Well, I did anyway until a little over a year ago. I wasn't really paying attention to my bill closely and I was wondering what they would charge me for the disc I couldn't return because I couldn't find it. AFAIK, they didn't charge me for it when I cancelled, but maybe I just wasn't paying attention closely enough.
I hadn't mailed discs for quite a while before I cancelled. I can't keep up with the streaming stuff. Some of it's great, some mediocre. It's a lot of stuff though.
And some of it's mindless garbage. Of course they had to come up with a cartoon version of Trailer Park Boys. It makes the first season of the live show look sophisticated. I can't believe Julian has been milking the same rum and coke for nearly 20 years.
And how does Bubbles know the the difference between the smell of bear shit and the smell of samsquatch shit anyway?
How many of the 2.7 million are due to "grandfather clause" with "Unlimited devices" when you paid the extra for streaming.....::cough:: 2004!
I've nothing of importance to say, now go away before I taunt you with a second sig!
Special features aren't usually available with streaming options -- commentary tracks, behind the scenes features, deleted scenes, etc...
My assumption is that discs are a dying option because pirating them is trivial and storing the copies is getting cheaper.
In addition to the comments about availability of lots of stuff on DVD that is not available on streaming, there are also UI issues where the DVD site is much better:
1. Recommendations appear to have a much more accurate algorithm.
2. Browsing UI is much better on the DVD site.
3. Netflix app often breaks on my Android TV, sometimes even requiring complete reboot.
4. UI on Netflix app is unbearable, since there is no way to eliminate seeing the same garbage suggestions over and over.
However, it's also true that some DVDs are damaged, but fortunately this is less frequent now because no one orders DVDs!

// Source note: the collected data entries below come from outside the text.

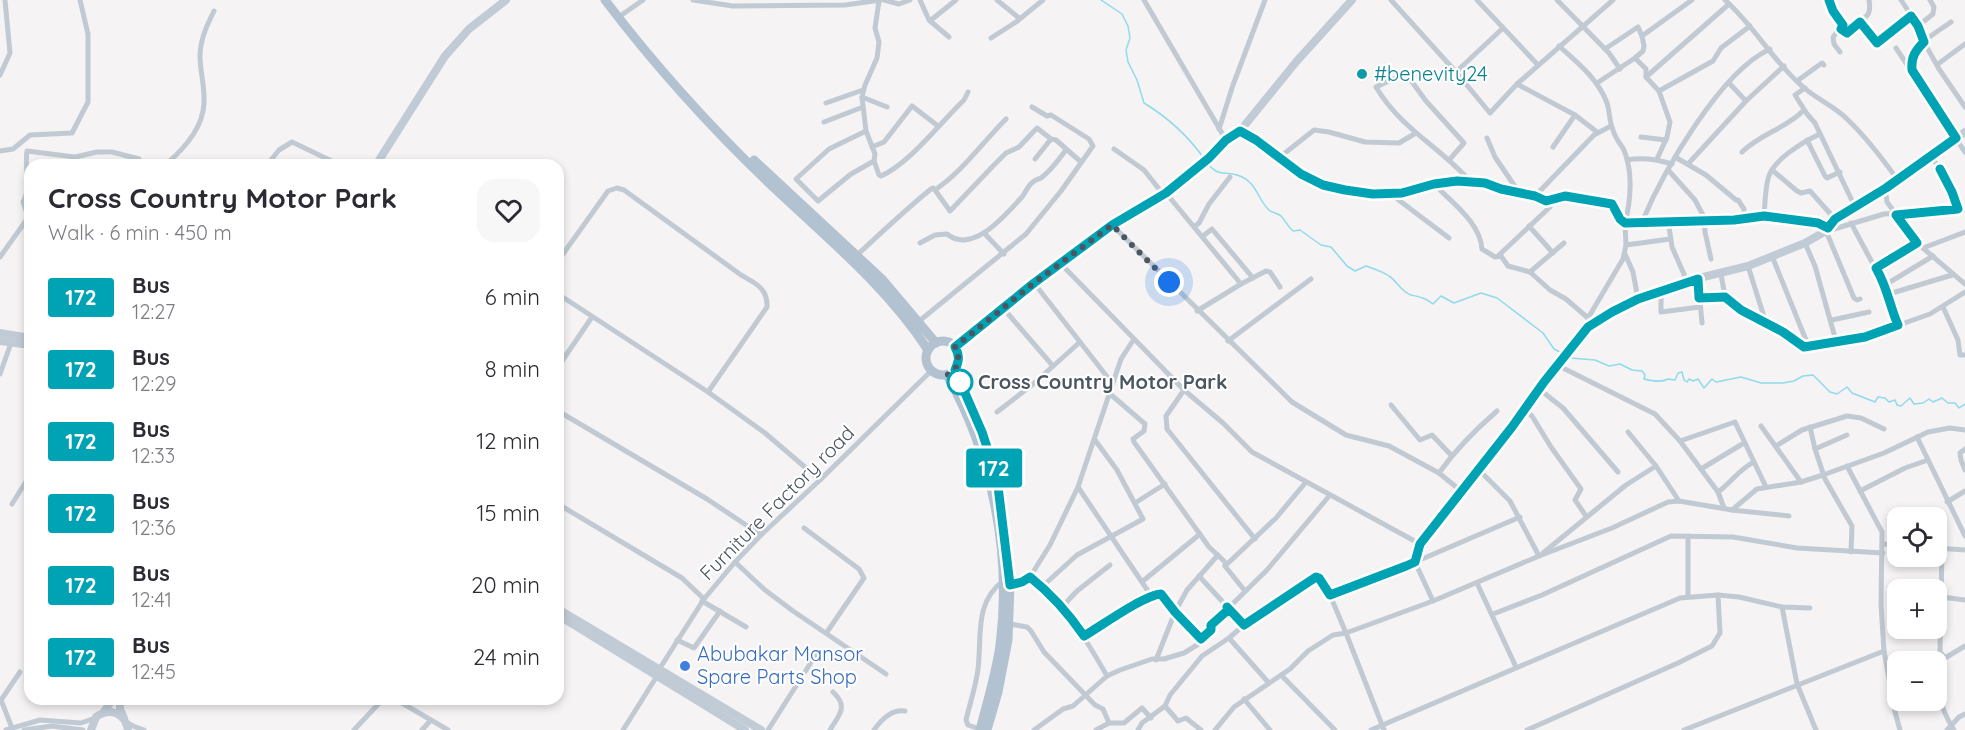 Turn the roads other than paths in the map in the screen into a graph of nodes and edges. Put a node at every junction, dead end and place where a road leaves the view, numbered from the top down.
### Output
1 (5, 0) edge
2 (80, 0) edge
3 (506, 0) edge
4 (605, 0) edge
5 (612, 0) edge
6 (644, 0) edge
7 (693, 0) edge
8 (881, 0) edge
9 (910, 0) edge
10 (920, 0) edge
11 (956, 0) edge
12 (997, 0) edge
13 (1043, 0) edge
14 (1144, 0) edge
15 (1265, 0) edge
16 (1352, 0) edge
17 (1391, 0) edge
18 (1477, 0) edge
19 (1557, 0) edge
20 (1613, 0) edge
21 (1692, 0) edge
22 (1829, 0) edge
23 (1869, 0) edge
24 (1901, 0) edge
25 (1930, 0) edge
26 (1727, 2) edge
27 (771, 3) edge
28 (845, 3) edge
29 (214, 11) dead end
30 (623, 14) junction
31 (1911, 16) junction
32 (1019, 18) junction
33 (931, 20) junction
34 (1860, 22) junction
35 (1951, 22) dead end
36 (1750, 26) junction
37 (1918, 26) junction
38 (1503, 28) junction
39 (1583, 28) junction
40 (1841, 29) junction
41 (1642, 36) junction
42 (949, 37) dead end
43 (991, 38) dead end
44 (1924, 42) junction
45 (1965, 44) edge
46 (1559, 46) junction
47 (1896, 48) dead end
48 (1605, 49) junction
49 (1770, 49) junction
50 (1840, 52) dead end
51 (1635, 58) junction
52 (1938, 64) junction
53 (1538, 65) junction
54 (1824, 65) dead end
55 (1784, 66) junction
56 (1620, 69) junction
57 (1912, 70) junction
58 (1456, 72) junction
59 (0, 75) edge
60 (1646, 77) junction
61 (1797, 81) junction
62 (1597, 83) junction
63 (1729, 83) junction
64 (1517, 84) junction
65 (1805, 88) junction
66 (863, 90) junction
67 (1659, 91) junction
68 (968, 92) dead end
69 (862, 97) junction
70 (1746, 101) junction
71 (826, 103) dead end
72 (863, 107) junction
73 (887, 107) dead end
74 (1032, 107) dead end
75 (1965, 107) edge
76 (1804, 110) junction
77 (1575, 115) junction
78 (1006, 119) dead end
79 (824, 122) dead end
80 (938, 126) junction
81 (1611, 126) junction
82 (1220, 129) junction
83 (866, 131) junction
84 (1240, 131) junction
85 (1597, 132) junction
86 (1965, 132) edge
87 (1416, 134) junction
88 (1820, 134) junction
89 (1641, 137) dead end
90 (1487, 138) dead end
91 (1956, 138) junction
92 (1051, 139) junction
93 (1226, 140) junction
94 (1666, 140) junction
95 (1807, 140) junction
96 (872, 147) junction
97 (1552, 147) dead end
98 (1114, 149) dead end
99 (1066, 150) junction
100 (0, 151) edge
101 (1742, 152) dead end
102 (1965, 152) edge
103 (1676, 157) junction
104 (1932, 157) junction
105 (1280, 158) junction
106 (26, 159) edge
107 (139, 159) edge
108 (172, 159) edge
109 (272, 159) edge
110 (327, 159) edge
111 (382, 159) edge
112 (1035, 159) dead end
113 (1450, 159) junction
114 (1657, 159) junction
115 (1627, 160) junction
116 (874, 161) junction
117 (1082, 162) junction
118 (1672, 164) junction
119 (1688, 164) junction
120 (1772, 170) junction
121 (1669, 171) junction
122 (1840, 172) junction
123 (1230, 177) dead end
124 (1898, 179) junction
125 (1471, 182) junction
126 (1434, 184) junction
127 (1886, 188) junction
128 (935, 190) junction
129 (1518, 191) junction
130 (1165, 194) junction
131 (1391, 194) junction
132 (1535, 196) junction
133 (1550, 200) junction
134 (1855, 207) junction
135 (1962, 209) edge
136 (1896, 215) junction
137 (1764, 216) junction
138 (1744, 219) junction
139 (1835, 219) junction
140 (1668, 220) junction
141 (1705, 220) junction
142 (24, 222) edge
143 (1642, 222) junction
144 (1625, 223) junction
145 (1851, 223) junction
146 (1112, 225) junction
147 (1194, 226) junction
148 (1529, 226) junction
149 (1827, 230) junction
150 (1965, 232) edge
151 (984, 233) junction
152 (1203, 236) junction
153 (1449, 238) dead end
154 (1670, 239) junction
155 (920, 243) dead end
156 (1564, 243) dead end
157 (1805, 243) junction
158 (1917, 243) junction
159 (1626, 245) junction
160 (1923, 248) junction
161 (564, 253) edge
162 (1553, 253) junction
163 (1004, 254) junction
164 (1624, 254) junction
165 (1499, 255) junction
166 (0, 256) edge
167 (856, 256) junction
168 (1772, 256) junction
169 (1933, 256) junction
170 (1711, 258) dead end
171 (1060, 263) junction
172 (1748, 266) junction
173 (1876, 268) junction
174 (1530, 272) junction
175 (1721, 274) junction
176 (1952, 274) junction
177 (1253, 278) junction
178 (1311, 279) dead end
179 (1698, 279) junction
180 (1687, 281) junction
181 (1034, 283) junction
182 (1241, 284) junction
183 (1965, 284) edge
184 (1885, 285) junction
185 (1280, 287) dead end
186 (1661, 291) junction
187 (1965, 292) edge
188 (1889, 294) junction
189 (1725, 297) junction
190 (564, 298) edge
191 (1699, 298) junction
192 (1638, 299) junction
193 (1860, 299) dead end
194 (1943, 307) junction
195 (1003, 308) junction
196 (1700, 308) junction
197 (1197, 310) junction
198 (1869, 312) dead end
199 (592, 317) junction
200 (1832, 320) junction
201 (918, 322) junction
202 (1588, 323) junction
203 (1702, 323) dead end
204 (1767, 323) junction
205 (1898, 325) junction
206 (0, 333) edge
207 (24, 337) edge
208 (1134, 339) junction
209 (0, 341) edge
210 (1228, 341) junction
211 (1836, 341) junction
212 (1080, 342) junction
213 (11, 343) junction
214 (936, 343) junction
215 (24, 344) edge
216 (1808, 345) junction
217 (955, 347) junction
218 (928, 350) junction
219 (1965, 355) edge
220 (564, 358) edge
221 (1557, 365) junction
222 (1053, 366) junction
223 (931, 371) junction
224 (951, 372) junction
225 (0, 374) edge
226 (1112, 383) junction
227 (1539, 389) junction
228 (1184, 390) junction
229 (708, 392) junction
230 (1109, 393) junction
231 (1391, 405) dead end
232 (1524, 410) junction
233 (1497, 411) dead end
234 (997, 412) dead end
235 (564, 415) edge
236 (1761, 426) dead end
237 (1810, 427) junction
238 (1884, 429) dead end
239 (1965, 430) edge
240 (1628, 432) dead end
241 (1847, 435) dead end
242 (1917, 437) junction
243 (1095, 440) junction
244 (1680, 441) junction
245 (1744, 443) junction
246 (1776, 446) junction
247 (1815, 448) junction
248 (1965, 449) edge
249 (1451, 455) junction
250 (1928, 460) junction
251 (1754, 462) junction
252 (1656, 466) junction
253 (1847, 466) junction
254 (1478, 469) junction
255 (1701, 469) junction
256 (1965, 470) edge
257 (1618, 472) dead end
258 (1438, 473) junction
259 (1823, 475) junction
260 (820, 480) junction
261 (1306, 482) junction
262 (1801, 482) junction
263 (1165, 484) junction
264 (24, 485) edge
265 (1078, 487) junction
266 (1766, 487) junction
267 (1461, 491) junction
268 (1860, 491) junction
269 (1965, 491) edge
270 (1718, 492) junction
271 (1330, 495) junction
272 (1679, 501) junction
273 (1947, 502) junction
274 (1135, 503) junction
275 (12, 504) dead end
276 (564, 508) edge
277 (1724, 508) junction
278 (1732, 510) junction
279 (1586, 516) junction
280 (1789, 516) dead end
281 (1520, 517) junction
282 (804, 528) dead end
283 (1200, 534) junction
284 (760, 535) junction
285 (1688, 536) junction
286 (1965, 536) edge
287 (1113, 537) junction
288 (1255, 539) junction
289 (1420, 544) junction
290 (1883, 544) junction
291 (1887, 544) edge
292 (1947, 549) edge
293 (1965, 550) edge
294 (1851, 552) junction
295 (1883, 553) junction
296 (1218, 555) junction
297 (1539, 556) junction
298 (735, 562) junction
299 (1415, 562) junction
300 (1110, 565) dead end
301 (1225, 566) junction
302 (1199, 576) junction
303 (1030, 577) junction
304 (1143, 581) junction
305 (1007, 583) junction
306 (1478, 583) junction
307 (1044, 588) junction
308 (1245, 591) junction
309 (1330, 595) junction
310 (1718, 595) junction
311 (1152, 597) junction
312 (1688, 597) junction
313 (1947, 598) edge
314 (703, 600) junction
315 (1965, 600) edge
316 (1433, 601) junction
317 (1227, 607) junction
318 (1782, 607) junction
319 (1061, 608) junction
320 (1810, 608) dead end
321 (720, 611) junction
322 (1175, 612) junction
323 (564, 613) edge
324 (1493, 614) junction
325 (564, 618) edge
326 (1010, 624) junction
327 (1244, 625) junction
328 (746, 627) dead end
329 (827, 632) junction
330 (1346, 633) junction
331 (1084, 636) junction
332 (1229, 638) junction
333 (1201, 639) junction
334 (677, 640) junction
335 (1965, 646) edge
336 (1884, 651) junction
337 (817, 653) dead end
338 (1947, 657) edge
339 (1156, 660) junction
340 (1515, 667) junction
341 (20, 672) dead end
342 (658, 672) junction
343 (886, 674) dead end
344 (1281, 675) junction
345 (1107, 676) junction
346 (1268, 682) junction
347 (1797, 684) junction
348 (833, 692) dead end
349 (1086, 695) junction
350 (1, 699) edge
351 (1244, 699) junction
352 (108, 705) edge
353 (120, 705) edge
354 (378, 705) edge
355 (413, 705) edge
356 (1165, 706) junction
357 (905, 711) dead end
358 (1945, 711) edge
359 (1965, 714) edge
360 (100, 715) junction
361 (1151, 717) junction
362 (431, 720) junction
363 (126, 723) edge
364 (1109, 723) junction
365 (1700, 723) junction
366 (1383, 728) edge
367 (9, 729) edge
368 (1951, 729) edge
369 (24, 730) edge
370 (83, 730) edge
371 (91, 730) edge
372 (144, 730) edge
373 (354, 730) edge
374 (422, 730) edge
375 (448, 730) edge
376 (623, 730) edge
377 (745, 730) edge
378 (761, 730) edge
379 (768, 730) edge
380 (830, 730) edge
381 (874, 730) edge
382 (982, 730) edge
383 (1034, 730) edge
384 (1096, 730) edge
385 (1138, 730) edge
386 (1201, 730) edge
387 (1215, 730) edge
388 (1270, 730) edge
389 (1335, 730) edge
390 (1371, 730) edge
391 (1527, 730) edge
392 (1684, 730) edge
393 (1703, 730) edge
394 (1816, 730) edge
395 (1900, 730) edge

1 - 59 street
2 - 100 street
3 - 111 street
4 - 218 main road
5 - 30 main road
6 - 30 street
7 - 27 street
8 - 9 street
8 - 28 street
8 - 66 street
10 - 33 street
11 - 33 street
12 - 32 street
13 - 32 street
14 - 82 street
15 - 82 street
16 - 84 street
17 - 58 street
18 - 38 street
19 - 39 street
20 - 39 street
21 - 41 street
22 - 40 street
23 - 34 street
24 - 31 street
25 - 37 street
26 - 36 street
26 - 60 street
27 - 28 street
29 - 108 street
30 - 167 main road
31 - 34 street
31 - 37 street
32 - 43 street
33 - 42 street
34 - 40 street
35 - 44 street
36 - 49 street
36 - 67 street
37 - 44 street
38 - 53 street
38 - 58 street
39 - 46 street
39 - 48 street
40 - 50 street
41 - 48 street
41 - 51 street
44 - 52 street
44 - 57 street
45 - 52 street
46 - 53 street
46 - 62 street
47 - 57 street
48 - 56 street
49 - 55 street
49 - 63 street
51 - 56 street
51 - 60 street
52 - 75 street
53 - 64 street
54 - 61 street
55 - 61 street
55 - 70 street
56 - 62 street
57 - 91 street
58 - 64 street
60 - 67 street
61 - 65 street
62 - 81 street
63 - 70 street
63 - 103 street
64 - 77 street
65 - 76 street
65 - 124 street
66 - 69 street
66 - 71 street
67 - 94 street
68 - 80 street
69 - 72 street
69 - 73 street
70 - 119 street
72 - 79 street
72 - 83 street
74 - 117 street
76 - 88 street
76 - 101 street
77 - 85 street
77 - 97 street
78 - 128 street
80 - 96 street
80 - 116 street
81 - 85 street
81 - 115 street
82 - 93 street
83 - 96 street
83 - 116 street
84 - 93 street
84 - 105 street
85 - 132 street
86 - 91 street
87 - 105 street
87 - 113 street
87 - 113 street
88 - 95 street
88 - 122 street
89 - 94 street
90 - 129 street
91 - 102 street
91 - 104 street
92 - 99 street
92 - 112 street
92 - 128 street
93 - 130 street
94 - 114 street
95 - 120 street
95 - 122 street
96 - 116 street
98 - 130 street
99 - 117 street
99 - 151 street
103 - 118 street
103 - 119 street
104 - 124 street
104 - 135 street
105 - 131 street
106 - 107 street
109 - 110 street
113 - 125 street
114 - 115 street
114 - 118 street
115 - 144 street
117 - 163 street
118 - 121 street
119 - 138 street
120 - 137 street
120 - 139 street
121 - 141 street
121 - 143 street
122 - 134 street
123 - 147 street
124 - 127 street
125 - 126 street
125 - 129 street
126 - 131 street
126 - 165 street
127 - 134 street
127 - 136 street
128 - 167 street
129 - 132 street
130 - 146 street
130 - 147 street
131 - 153 street
132 - 133 street
133 - 144 street
133 - 148 street
134 - 139 street
135 - 136 street
136 - 145 street
136 - 158 street
137 - 138 street
137 - 149 street
138 - 141 street
139 - 149 street
140 - 141 street
140 - 143 street
140 - 154 street
141 - 170 street
142 - 166 street
143 - 144 street
144 - 159 street
145 - 149 street
145 - 173 street
146 - 171 street
146 - 197 street
147 - 152 street
148 - 162 street
148 - 165 street
149 - 157 street
149 - 193 street
150 - 160 street
151 - 155 street
151 - 163 street
152 - 177 street
152 - 182 street
154 - 159 street
154 - 180 street
156 - 162 street
157 - 168 street
157 - 200 street
158 - 160 street
158 - 173 street
159 - 164 street
160 - 169 street
161 - 229 street
162 - 174 street
163 - 201 street
164 - 192 street
164 - 202 street
165 - 174 street
167 - 201 main road
168 - 172 street
168 - 216 street
169 - 176 street
169 - 184 street
171 - 181 street
171 - 208 street
172 - 175 street
172 - 204 street
173 - 184 street
174 - 202 street
175 - 179 street
175 - 189 street
176 - 183 street
176 - 188 street
177 - 182 street
177 - 185 street
178 - 210 street
179 - 180 street
179 - 191 street
180 - 186 street
181 - 195 street
181 - 212 street
182 - 197 street
184 - 188 street
186 - 192 street
186 - 196 street
187 - 194 street
188 - 205 street
189 - 191 street
189 - 204 street
190 - 199 street
191 - 196 street
192 - 202 street
194 - 205 street
194 - 219 street
195 - 217 street
195 - 222 street
196 - 203 street
197 - 210 street
198 - 200 street
199 - 220 street
199 - 229 street
200 - 211 street
201 - 214 main road
202 - 221 street
204 - 216 street
205 - 211 street
206 - 207 street
208 - 226 street
208 - 228 street
209 - 213 street
210 - 258 street
211 - 216 street
212 - 222 street
212 - 226 street
213 - 215 street
213 - 225 street
214 - 217 main road
214 - 218 main road
217 - 224 main road
218 - 223 main road
221 - 227 street
221 - 244 street
222 - 234 street
223 - 224 main road
223 - 260 street, Furniture Factory road
224 - 305 main road
226 - 230 street
227 - 232 street
227 - 257 street
228 - 261 street
228 - 288 street
229 - 260 street
230 - 243 street
230 - 263 street
231 - 249 street
232 - 254 street
232 - 279 street
233 - 249 street
235 - 284 street
236 - 246 street
237 - 238 street
237 - 246 street
237 - 247 street
239 - 242 street
240 - 252 street
241 - 247 street
242 - 250 street
242 - 253 street
243 - 265 street
243 - 274 street
244 - 245 street
244 - 255 street
245 - 251 street
245 - 255 street
246 - 262 street
247 - 259 street
248 - 256 street
249 - 258 street
250 - 268 street
250 - 273 street
251 - 266 street
251 - 270 street
252 - 272 street
252 - 279 street
253 - 259 street
253 - 268 street
254 - 267 street
254 - 281 street
255 - 270 street
258 - 267 street
259 - 262 street
259 - 294 street
260 - 284 street, Furniture Factory road
261 - 271 street
261 - 288 street
262 - 266 street
263 - 274 street
263 - 283 street
264 - 275 street
265 - 287 street
265 - 303 street
266 - 278 street
267 - 289 street
268 - 290 street
269 - 273 street
270 - 277 street
271 - 289 street
271 - 308 street
272 - 277 street
272 - 297 street
273 - 286 street
274 - 287 street
276 - 314 street
277 - 278 street
278 - 280 street
279 - 297 street
281 - 297 street
281 - 299 street
282 - 329 street
283 - 296 street
283 - 304 street
284 - 298 street, Furniture Factory road
285 - 294 street
285 - 312 street
285 - 324 street
287 - 304 street
287 - 307 street
288 - 301 street
289 - 299 street
290 - 291 street
290 - 295 street
292 - 293 street
294 - 295 street
295 - 336 street
296 - 301 street
296 - 302 street
297 - 306 street
298 - 314 street, Furniture Factory road
298 - 329 street
299 - 309 street
299 - 316 street
300 - 319 street
301 - 308 street
302 - 317 street
302 - 322 street
303 - 305 street
303 - 307 street
304 - 311 street
305 - 326 main road
305 - 382 main road
305 - 382 street
306 - 316 street
306 - 324 street
307 - 319 street
308 - 317 street
309 - 327 street
309 - 330 street
310 - 312 street
310 - 318 street
310 - 391 street
311 - 322 street
311 - 331 street
312 - 340 street
313 - 315 street
314 - 321 street
314 - 334 street, Furniture Factory road
316 - 330 street
317 - 327 street
317 - 333 street
318 - 320 street
318 - 347 street
319 - 331 street
321 - 328 street
321 - 334 street
322 - 333 street
322 - 339 street
323 - 342 street
324 - 340 street
325 - 342 street
326 - 349 street
326 - 382 main road
327 - 332 street
329 - 343 street
330 - 344 street
330 - 366 street
331 - 345 street
332 - 346 street
332 - 356 street
333 - 339 street
334 - 342 street, Furniture Factory road
335 - 338 street
336 - 347 street
336 - 395 street
337 - 379 street
339 - 345 street
340 - 366 street
341 - 350 street
342 - 376 street, Furniture Factory road
342 - 377 street
342 - 378 street
344 - 346 street
344 - 389 street
345 - 349 street
346 - 351 street
347 - 365 street
347 - 394 street
348 - 380 street
349 - 364 street
349 - 383 street
350 - 367 street
351 - 387 street
351 - 388 street
352 - 360 street
353 - 363 street
354 - 373 street
355 - 362 street
356 - 361 street
356 - 386 street
357 - 381 street
358 - 368 street
359 - 368 street
360 - 363 street
360 - 367 street
360 - 371 street
361 - 364 street
361 - 385 street
362 - 374 street
362 - 375 street
363 - 372 street
364 - 384 street
365 - 392 street
365 - 393 street
366 - 390 street
369 - 370 street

I go to thrift stores often and can find a lot of things there. I've found a lot of movies that I can't find anywhere else that someone bought and then gave away later, which I can get for almost nothing. I also collect TV series that way. I wanted a copy of the show Heroes and was able to get the entire series for like $12.
The upside to buying is that once I have a physical copy, I don't have to worry about a service deleting it or stopping its distribution. We're getting into an era of memory holes. People are trying to de-platform anything they don't like and I never have to worry about that if I have a physical copy. I also pirate if there's not a viable streaming or buying option, because it's sometimes the only way.